"""
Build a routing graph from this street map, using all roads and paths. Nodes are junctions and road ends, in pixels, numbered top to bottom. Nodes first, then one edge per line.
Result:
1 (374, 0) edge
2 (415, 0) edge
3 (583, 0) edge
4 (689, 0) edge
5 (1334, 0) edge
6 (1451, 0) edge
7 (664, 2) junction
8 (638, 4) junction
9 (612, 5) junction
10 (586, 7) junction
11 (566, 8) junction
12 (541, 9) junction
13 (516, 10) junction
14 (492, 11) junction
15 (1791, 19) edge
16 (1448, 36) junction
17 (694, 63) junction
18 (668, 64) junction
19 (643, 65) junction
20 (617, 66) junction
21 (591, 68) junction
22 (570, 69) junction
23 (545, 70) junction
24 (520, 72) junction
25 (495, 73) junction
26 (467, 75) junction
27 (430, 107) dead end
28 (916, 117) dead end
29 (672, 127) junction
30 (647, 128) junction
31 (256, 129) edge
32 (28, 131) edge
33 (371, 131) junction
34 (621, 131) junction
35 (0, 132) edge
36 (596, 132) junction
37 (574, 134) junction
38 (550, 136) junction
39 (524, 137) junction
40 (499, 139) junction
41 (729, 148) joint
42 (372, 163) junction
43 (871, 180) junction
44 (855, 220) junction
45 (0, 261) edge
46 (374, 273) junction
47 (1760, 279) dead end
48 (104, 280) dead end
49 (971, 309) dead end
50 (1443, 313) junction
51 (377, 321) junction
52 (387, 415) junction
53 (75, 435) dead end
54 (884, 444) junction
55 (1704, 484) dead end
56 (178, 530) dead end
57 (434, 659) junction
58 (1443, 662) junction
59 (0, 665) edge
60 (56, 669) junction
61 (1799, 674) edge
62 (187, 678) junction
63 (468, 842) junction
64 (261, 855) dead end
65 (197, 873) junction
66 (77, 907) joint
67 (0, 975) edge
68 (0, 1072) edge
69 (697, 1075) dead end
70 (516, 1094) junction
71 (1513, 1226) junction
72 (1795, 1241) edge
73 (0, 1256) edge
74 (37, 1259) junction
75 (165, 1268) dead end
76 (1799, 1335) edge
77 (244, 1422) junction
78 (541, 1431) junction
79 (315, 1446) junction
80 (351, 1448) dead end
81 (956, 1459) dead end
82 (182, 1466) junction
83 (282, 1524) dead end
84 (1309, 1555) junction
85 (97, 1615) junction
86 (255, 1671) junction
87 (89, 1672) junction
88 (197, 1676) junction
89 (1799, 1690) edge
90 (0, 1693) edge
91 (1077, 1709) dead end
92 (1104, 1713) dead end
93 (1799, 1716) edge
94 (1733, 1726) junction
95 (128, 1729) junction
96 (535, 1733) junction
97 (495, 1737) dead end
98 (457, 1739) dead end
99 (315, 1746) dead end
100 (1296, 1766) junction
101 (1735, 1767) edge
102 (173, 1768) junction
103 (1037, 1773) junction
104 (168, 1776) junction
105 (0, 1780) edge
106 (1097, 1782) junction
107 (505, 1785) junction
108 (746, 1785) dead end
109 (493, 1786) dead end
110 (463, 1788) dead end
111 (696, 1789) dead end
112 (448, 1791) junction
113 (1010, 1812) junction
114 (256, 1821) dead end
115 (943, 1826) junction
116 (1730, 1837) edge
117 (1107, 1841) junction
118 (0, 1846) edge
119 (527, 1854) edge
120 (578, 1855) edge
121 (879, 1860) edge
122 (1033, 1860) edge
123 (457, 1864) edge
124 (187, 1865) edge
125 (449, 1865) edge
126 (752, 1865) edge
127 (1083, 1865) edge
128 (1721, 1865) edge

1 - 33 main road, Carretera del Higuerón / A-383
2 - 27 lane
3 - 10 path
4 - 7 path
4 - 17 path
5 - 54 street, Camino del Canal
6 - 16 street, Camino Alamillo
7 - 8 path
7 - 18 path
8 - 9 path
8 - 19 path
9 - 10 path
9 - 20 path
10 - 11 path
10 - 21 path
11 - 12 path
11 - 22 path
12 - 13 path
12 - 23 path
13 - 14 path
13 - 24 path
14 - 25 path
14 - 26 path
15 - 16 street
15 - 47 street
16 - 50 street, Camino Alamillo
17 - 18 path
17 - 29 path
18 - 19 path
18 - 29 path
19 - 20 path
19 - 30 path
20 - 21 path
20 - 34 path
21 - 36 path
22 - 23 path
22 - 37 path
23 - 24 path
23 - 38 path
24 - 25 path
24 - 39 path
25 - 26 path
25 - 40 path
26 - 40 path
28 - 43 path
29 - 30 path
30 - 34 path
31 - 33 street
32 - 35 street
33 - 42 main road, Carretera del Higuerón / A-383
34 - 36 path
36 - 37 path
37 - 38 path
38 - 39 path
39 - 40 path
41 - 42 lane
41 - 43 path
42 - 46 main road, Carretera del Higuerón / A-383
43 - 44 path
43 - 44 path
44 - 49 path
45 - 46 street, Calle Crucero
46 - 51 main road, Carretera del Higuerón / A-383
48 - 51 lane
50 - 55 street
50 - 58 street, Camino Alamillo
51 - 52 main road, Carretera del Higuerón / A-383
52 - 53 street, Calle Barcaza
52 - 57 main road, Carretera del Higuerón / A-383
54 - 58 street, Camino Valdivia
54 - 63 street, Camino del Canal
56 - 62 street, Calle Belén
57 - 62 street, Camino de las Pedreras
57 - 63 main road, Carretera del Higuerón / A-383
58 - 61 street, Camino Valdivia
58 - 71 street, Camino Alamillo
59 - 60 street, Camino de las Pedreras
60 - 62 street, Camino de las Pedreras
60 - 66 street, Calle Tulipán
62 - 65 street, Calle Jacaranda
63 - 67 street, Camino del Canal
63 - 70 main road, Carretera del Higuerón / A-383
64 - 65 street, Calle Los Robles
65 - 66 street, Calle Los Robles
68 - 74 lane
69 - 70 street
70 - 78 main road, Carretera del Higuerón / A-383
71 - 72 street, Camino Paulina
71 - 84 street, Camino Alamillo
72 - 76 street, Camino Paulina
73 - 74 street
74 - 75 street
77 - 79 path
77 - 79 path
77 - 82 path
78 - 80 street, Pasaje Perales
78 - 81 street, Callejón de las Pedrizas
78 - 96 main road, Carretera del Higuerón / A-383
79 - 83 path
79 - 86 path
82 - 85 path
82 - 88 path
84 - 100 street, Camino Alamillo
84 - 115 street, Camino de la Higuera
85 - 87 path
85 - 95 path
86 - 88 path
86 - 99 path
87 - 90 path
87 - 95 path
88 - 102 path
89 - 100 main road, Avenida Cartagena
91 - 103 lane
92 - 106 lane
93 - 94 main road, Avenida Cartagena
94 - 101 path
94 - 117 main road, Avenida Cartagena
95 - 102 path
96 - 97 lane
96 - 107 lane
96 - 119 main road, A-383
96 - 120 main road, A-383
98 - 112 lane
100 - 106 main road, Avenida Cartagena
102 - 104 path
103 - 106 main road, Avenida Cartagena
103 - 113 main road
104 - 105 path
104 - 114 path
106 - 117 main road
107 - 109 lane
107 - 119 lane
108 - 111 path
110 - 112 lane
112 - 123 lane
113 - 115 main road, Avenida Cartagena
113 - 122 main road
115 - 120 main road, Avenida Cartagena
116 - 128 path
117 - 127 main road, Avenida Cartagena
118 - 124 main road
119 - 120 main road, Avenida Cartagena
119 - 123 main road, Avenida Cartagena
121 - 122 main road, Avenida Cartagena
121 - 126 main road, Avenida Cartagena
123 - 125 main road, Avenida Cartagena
"""
● **GOAL OF THE EXERCISE**: The records above should be given again in full, exactly as written.

● **ANSWER AREA**:
Build a routing graph from this street map, using all roads and paths. Nodes are junctions and road ends, in pixels, numbered top to bottom. Nodes first, then one edge per line.
Result:
1 (374, 0) edge
2 (415, 0) edge
3 (583, 0) edge
4 (689, 0) edge
5 (1334, 0) edge
6 (1451, 0) edge
7 (664, 2) junction
8 (638, 4) junction
9 (612, 5) junction
10 (586, 7) junction
11 (566, 8) junction
12 (541, 9) junction
13 (516, 10) junction
14 (492, 11) junction
15 (1791, 19) edge
16 (1448, 36) junction
17 (694, 63) junction
18 (668, 64) junction
19 (643, 65) junction
20 (617, 66) junction
21 (591, 68) junction
22 (570, 69) junction
23 (545, 70) junction
24 (520, 72) junction
25 (495, 73) junction
26 (467, 75) junction
27 (430, 107) dead end
28 (916, 117) dead end
29 (672, 127) junction
30 (647, 128) junction
31 (256, 129) edge
32 (28, 131) edge
33 (371, 131) junction
34 (621, 131) junction
35 (0, 132) edge
36 (596, 132) junction
37 (574, 134) junction
38 (550, 136) junction
39 (524, 137) junction
40 (499, 139) junction
41 (729, 148) joint
42 (372, 163) junction
43 (871, 180) junction
44 (855, 220) junction
45 (0, 261) edge
46 (374, 273) junction
47 (1760, 279) dead end
48 (104, 280) dead end
49 (971, 309) dead end
50 (1443, 313) junction
51 (377, 321) junction
52 (387, 415) junction
53 (75, 435) dead end
54 (884, 444) junction
55 (1704, 484) dead end
56 (178, 530) dead end
57 (434, 659) junction
58 (1443, 662) junction
59 (0, 665) edge
60 (56, 669) junction
61 (1799, 674) edge
62 (187, 678) junction
63 (468, 842) junction
64 (261, 855) dead end
65 (197, 873) junction
66 (77, 907) joint
67 (0, 975) edge
68 (0, 1072) edge
69 (697, 1075) dead end
70 (516, 1094) junction
71 (1513, 1226) junction
72 (1795, 1241) edge
73 (0, 1256) edge
74 (37, 1259) junction
75 (165, 1268) dead end
76 (1799, 1335) edge
77 (244, 1422) junction
78 (541, 1431) junction
79 (315, 1446) junction
80 (351, 1448) dead end
81 (956, 1459) dead end
82 (182, 1466) junction
83 (282, 1524) dead end
84 (1309, 1555) junction
85 (97, 1615) junction
86 (255, 1671) junction
87 (89, 1672) junction
88 (197, 1676) junction
89 (1799, 1690) edge
90 (0, 1693) edge
91 (1077, 1709) dead end
92 (1104, 1713) dead end
93 (1799, 1716) edge
94 (1733, 1726) junction
95 (128, 1729) junction
96 (535, 1733) junction
97 (495, 1737) dead end
98 (457, 1739) dead end
99 (315, 1746) dead end
100 (1296, 1766) junction
101 (1735, 1767) edge
102 (173, 1768) junction
103 (1037, 1773) junction
104 (168, 1776) junction
105 (0, 1780) edge
106 (1097, 1782) junction
107 (505, 1785) junction
108 (746, 1785) dead end
109 (493, 1786) dead end
110 (463, 1788) dead end
111 (696, 1789) dead end
112 (448, 1791) junction
113 (1010, 1812) junction
114 (256, 1821) dead end
115 (943, 1826) junction
116 (1730, 1837) edge
117 (1107, 1841) junction
118 (0, 1846) edge
119 (527, 1854) edge
120 (578, 1855) edge
121 (879, 1860) edge
122 (1033, 1860) edge
123 (457, 1864) edge
124 (187, 1865) edge
125 (449, 1865) edge
126 (752, 1865) edge
127 (1083, 1865) edge
128 (1721, 1865) edge

1 - 33 main road, Carretera del Higuerón / A-383
2 - 27 lane
3 - 10 path
4 - 7 path
4 - 17 path
5 - 54 street, Camino del Canal
6 - 16 street, Camino Alamillo
7 - 8 path
7 - 18 path
8 - 9 path
8 - 19 path
9 - 10 path
9 - 20 path
10 - 11 path
10 - 21 path
11 - 12 path
11 - 22 path
12 - 13 path
12 - 23 path
13 - 14 path
13 - 24 path
14 - 25 path
14 - 26 path
15 - 16 street
15 - 47 street
16 - 50 street, Camino Alamillo
17 - 18 path
17 - 29 path
18 - 19 path
18 - 29 path
19 - 20 path
19 - 30 path
20 - 21 path
20 - 34 path
21 - 36 path
22 - 23 path
22 - 37 path
23 - 24 path
23 - 38 path
24 - 25 path
24 - 39 path
25 - 26 path
25 - 40 path
26 - 40 path
28 - 43 path
29 - 30 path
30 - 34 path
31 - 33 street
32 - 35 street
33 - 42 main road, Carretera del Higuerón / A-383
34 - 36 path
36 - 37 path
37 - 38 path
38 - 39 path
39 - 40 path
41 - 42 lane
41 - 43 path
42 - 46 main road, Carretera del Higuerón / A-383
43 - 44 path
43 - 44 path
44 - 49 path
45 - 46 street, Calle Crucero
46 - 51 main road, Carretera del Higuerón / A-383
48 - 51 lane
50 - 55 street
50 - 58 street, Camino Alamillo
51 - 52 main road, Carretera del Higuerón / A-383
52 - 53 street, Calle Barcaza
52 - 57 main road, Carretera del Higuerón / A-383
54 - 58 street, Camino Valdivia
54 - 63 street, Camino del Canal
56 - 62 street, Calle Belén
57 - 62 street, Camino de las Pedreras
57 - 63 main road, Carretera del Higuerón / A-383
58 - 61 street, Camino Valdivia
58 - 71 street, Camino Alamillo
59 - 60 street, Camino de las Pedreras
60 - 62 street, Camino de las Pedreras
60 - 66 street, Calle Tulipán
62 - 65 street, Calle Jacaranda
63 - 67 street, Camino del Canal
63 - 70 main road, Carretera del Higuerón / A-383
64 - 65 street, Calle Los Robles
65 - 66 street, Calle Los Robles
68 - 74 lane
69 - 70 street
70 - 78 main road, Carretera del Higuerón / A-383
71 - 72 street, Camino Paulina
71 - 84 street, Camino Alamillo
72 - 76 street, Camino Paulina
73 - 74 street
74 - 75 street
77 - 79 path
77 - 79 path
77 - 82 path
78 - 80 street, Pasaje Perales
78 - 81 street, Callejón de las Pedrizas
78 - 96 main road, Carretera del Higuerón / A-383
79 - 83 path
79 - 86 path
82 - 85 path
82 - 88 path
84 - 100 street, Camino Alamillo
84 - 115 street, Camino de la Higuera
85 - 87 path
85 - 95 path
86 - 88 path
86 - 99 path
87 - 90 path
87 - 95 path
88 - 102 path
89 - 100 main road, Avenida Cartagena
91 - 103 lane
92 - 106 lane
93 - 94 main road, Avenida Cartagena
94 - 101 path
94 - 117 main road, Avenida Cartagena
95 - 102 path
96 - 97 lane
96 - 107 lane
96 - 119 main road, A-383
96 - 120 main road, A-383
98 - 112 lane
100 - 106 main road, Avenida Cartagena
102 - 104 path
103 - 106 main road, Avenida Cartagena
103 - 113 main road
104 - 105 path
104 - 114 path
106 - 117 main road
107 - 109 lane
107 - 119 lane
108 - 111 path
110 - 112 lane
112 - 123 lane
113 - 115 main road, Avenida Cartagena
113 - 122 main road
115 - 120 main road, Avenida Cartagena
116 - 128 path
117 - 127 main road, Avenida Cartagena
118 - 124 main road
119 - 120 main road, Avenida Cartagena
119 - 123 main road, Avenida Cartagena
121 - 122 main road, Avenida Cartagena
121 - 126 main road, Avenida Cartagena
123 - 125 main road, Avenida Cartagena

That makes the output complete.